Le féminicide étant la plus extrême des violences contre les femmes et leur inégalité, il faut cependant revenir sur les autres types et les formes de violences faites aux femmes. Les violences conjugales par exemple, souvent suivies de récidives, mènent dans les cas les plus graves au meurtre. D’autres revêtent des aspects non moins dramatiques avec des séquelles indélébiles sur les femmes qui les subissent et leur entourage, principalement leurs enfants (victimes par ricochet).

En 2022, près de 85 % des Tunisiennes déclaraient avoir subi au moins un acte de violence, notamment physique, psychologique, économique et sexuel que ce soit dans le cadre familial, professionnel ou public.

Il n’existe pas de nouvelles statistiques officielles au-delà de 2022 sur les violences à l’égard des femmes et des filles. Les derniers chiffres proviennent d’une enquête nationale réalisée par l’Institut National de la Statistique fin 2022, sur la violence à l’égard des femmes âgées de 15 à 74 ans, portant sur un échantillon de 11.610 ménages, représentatif au niveau des grandes régions (District de Tunis, Sud- Est, Sud-Ouest, Centre-Ouest, Centre-Est, Nord-Ouest et Nord-Est).

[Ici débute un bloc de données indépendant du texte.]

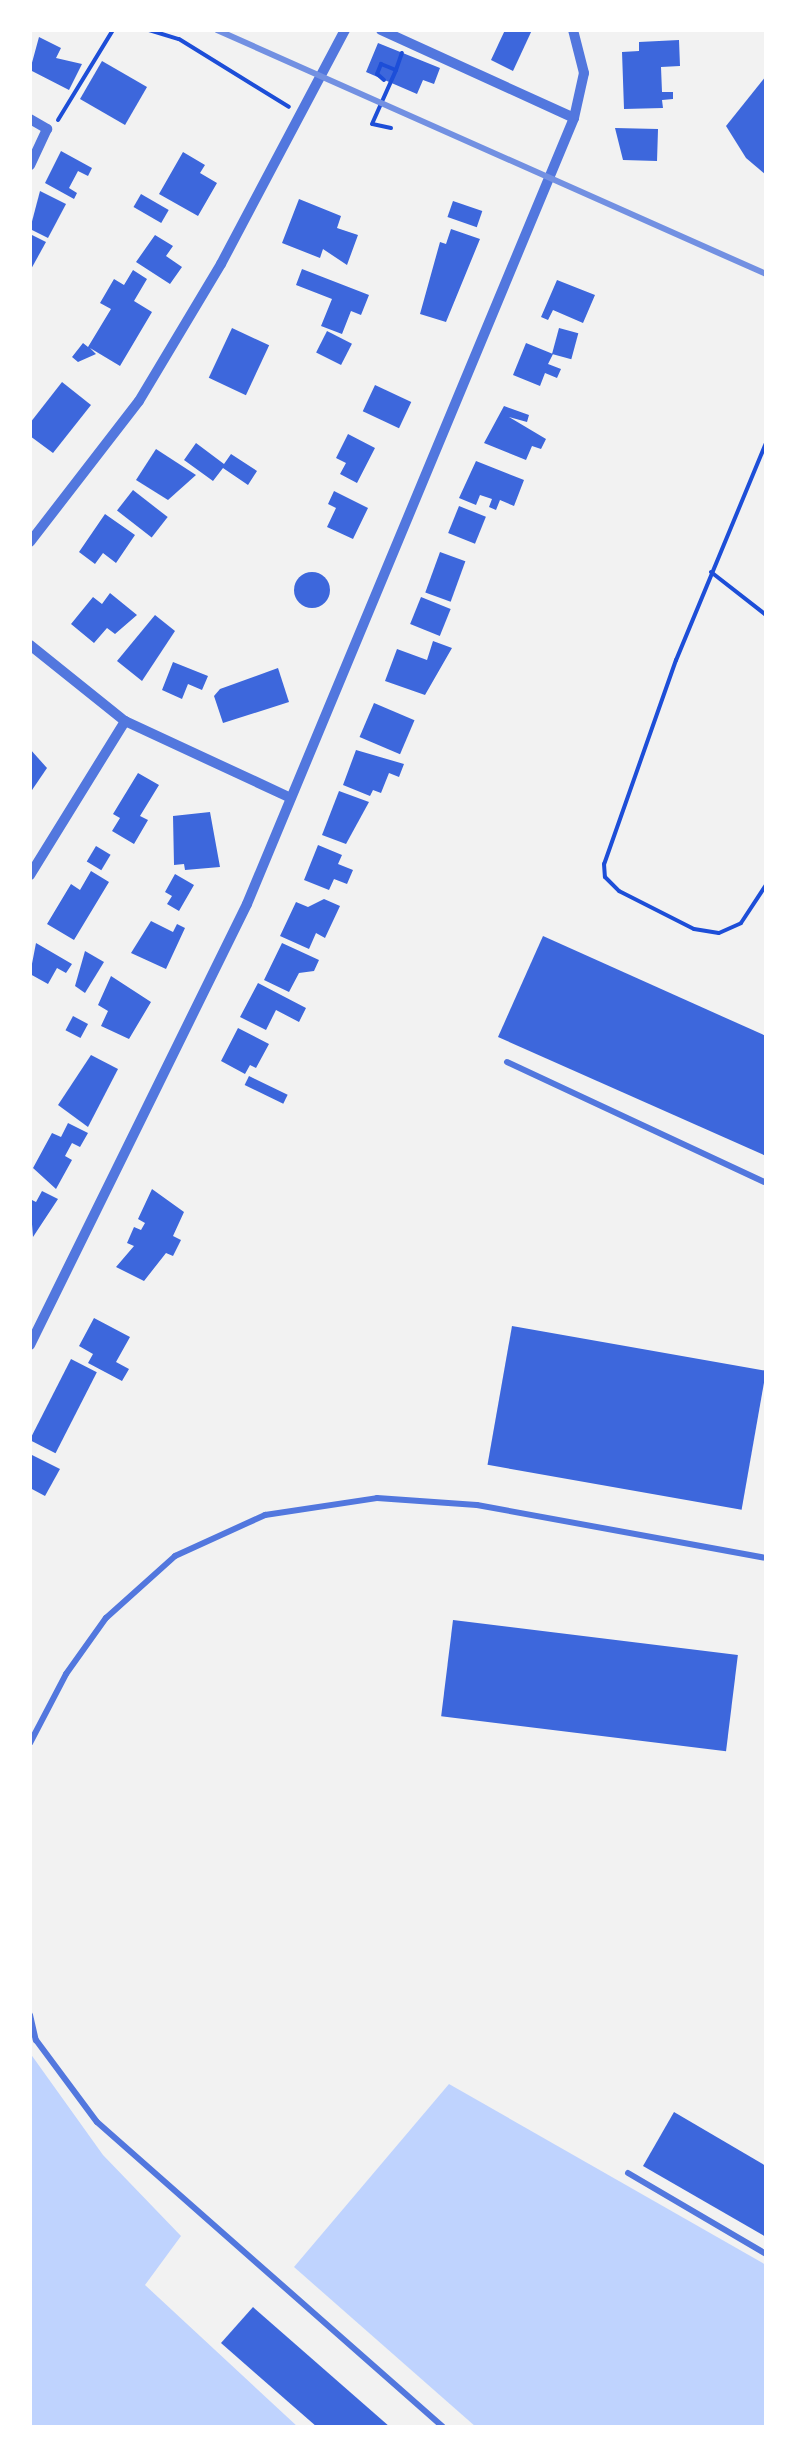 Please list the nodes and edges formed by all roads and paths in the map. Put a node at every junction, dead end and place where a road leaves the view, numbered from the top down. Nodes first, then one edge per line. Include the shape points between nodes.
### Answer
1 (113, 30) edge
2 (150, 30) edge
3 (345, 30) edge
4 (381, 30) edge
5 (573, 30) edge
6 (404, 48) dead end
7 (396, 70) junction
8 (387, 81) junction
9 (301, 109) junction
10 (574, 118) junction
11 (30, 120) edge
12 (391, 128) dead end
13 (47, 129) junction
14 (30, 166) edge
15 (766, 443) edge
16 (30, 542) edge
17 (711, 572) junction
18 (766, 616) edge
19 (30, 646) edge
20 (125, 721) junction
21 (290, 797) junction
22 (30, 876) edge
23 (766, 886) edge
24 (506, 1062) dead end
25 (766, 1183) edge
26 (30, 1345) edge
27 (766, 1558) edge
28 (30, 1743) edge
29 (30, 2015) edge
30 (628, 2173) dead end
31 (766, 2254) edge
32 (443, 2427) edge

1 - 13 path via 62,116
2 - 9 path via 179,39
3 - 9 street
4 - 10 street
5 - 10 street via 584,73
6 - 7 path
7 - 8 path
7 - 8 path via 381,64 377,74
8 - 12 path via 372,124
9 - 16 street via 221,264 139,400
10 - 21 street
11 - 13 street
13 - 14 street
15 - 17 path
17 - 18 path
17 - 23 path via 604,864 605,877 618,891 719,933 741,923
19 - 20 street
20 - 21 street
20 - 22 street
21 - 26 street via 246,904
24 - 25 lane
27 - 28 lane via 477,1505 377,1498 265,1515 175,1556 106,1618 66,1674
29 - 32 lane via 36,2040 98,2122
30 - 31 lane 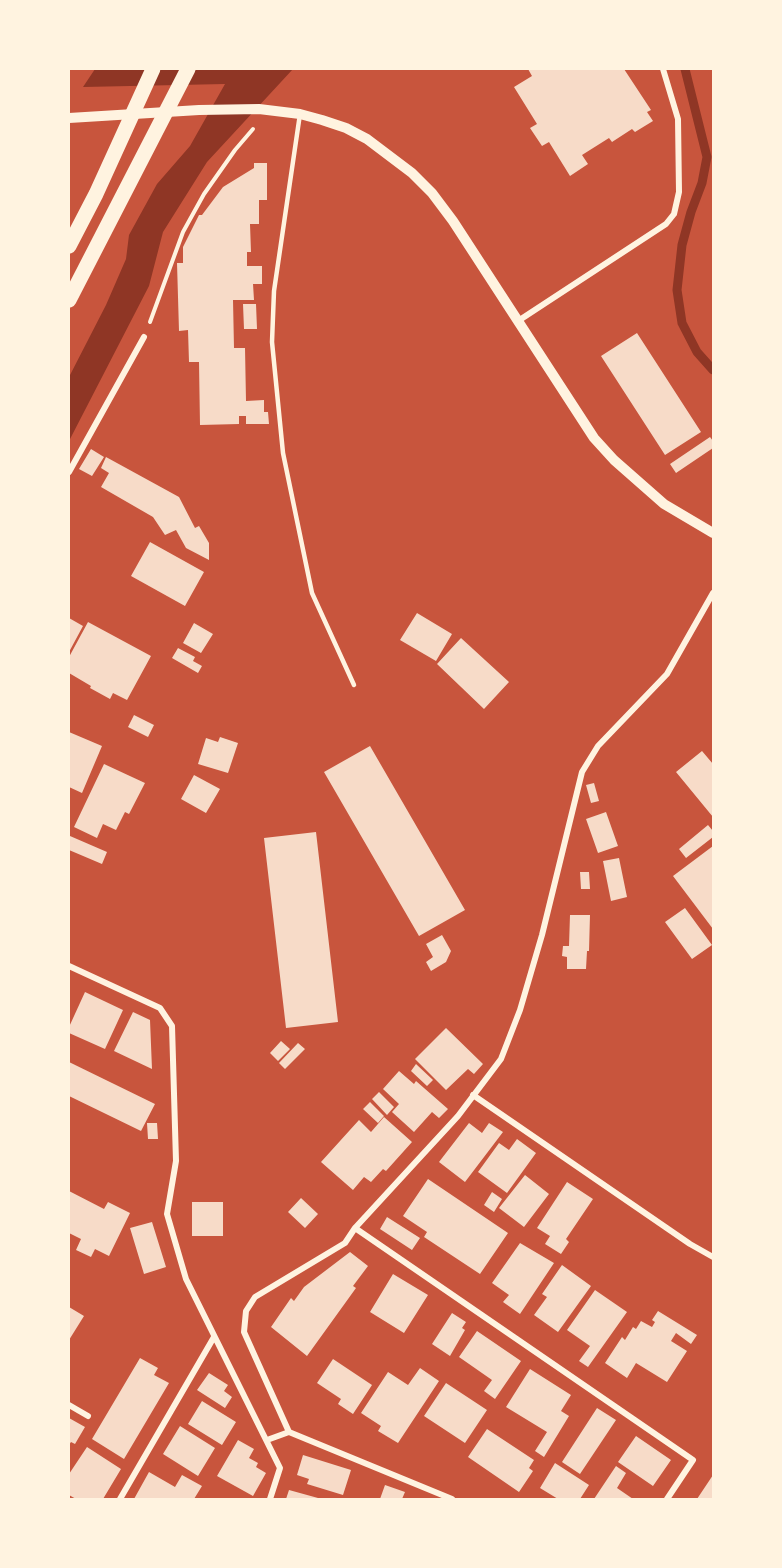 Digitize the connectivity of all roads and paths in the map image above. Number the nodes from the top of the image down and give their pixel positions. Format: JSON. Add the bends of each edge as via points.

Les indicateurs liés aux signalements de violences faites aux femmes fournis par le ministère de la Famille, de la Femme, de l’Enfance et des Personnes âgées via la ligne verte 1899 (lancée en 2008), et les rapports du ministère de l’Intérieur signalant le nombre de cas et d’arrestations peuvent nous donner une idée sur l’évolution de ce phénomène.

Les signalements sont restés élevés entre 50 000 et 58 000 cas par an, sans tendance significative à la baisse.

Les derniers chiffres en date publiés en 2023 par le ministère de la Famille, de la Femme, de l’Enfance et des Personnes âgées, révèlent que la Ligne verte 1899 a reçu du 25 juin au 25 juillet 2023, 733 appels liés à des violences faites aux femmes. Ces appels se répartissent entre 216 appels liés à des signalements sur la violence à l’égard des femmes et 517 appels inhérents aux consultations juridiques, contre 92 appels administratifs et 16 autres appels concernent la clarification des services de la ligne.

Les 216 signalements de violences se répartissent entre 158 signalements liés à la violence verbale, 84 à la violence psychologique et morale, 156 aux violences physiques et matérielles, 39 à la violence économique et 19 signalements de violences sexuelles.

La violence conjugale représente le taux le plus élevé, avec 70% des cas de violences faites aux femmes, soit le même taux enregistré durant la période précédente, du 25 mai au 25 juin 2023

Les derniers statistiques de l’INS publiés en 2020, indiquent que les femmes des milieux urbains (59,7 %) sont plus nombreuses à déclarer des violences que celles des zones rurales (51 %). Une tendance qui ne semble pas avoir changée selon les dernières études faites par des associations et autres ONG.

Les femmes les plus vulnérables sont souvent jeunes, instruites et actives :73,7 % des jeunes femmes de 15-24 ans, 80 % des étudiantes, 70 % des femmes ayant un niveau d’instruction supérieur et 63,2 % des femmes salariées.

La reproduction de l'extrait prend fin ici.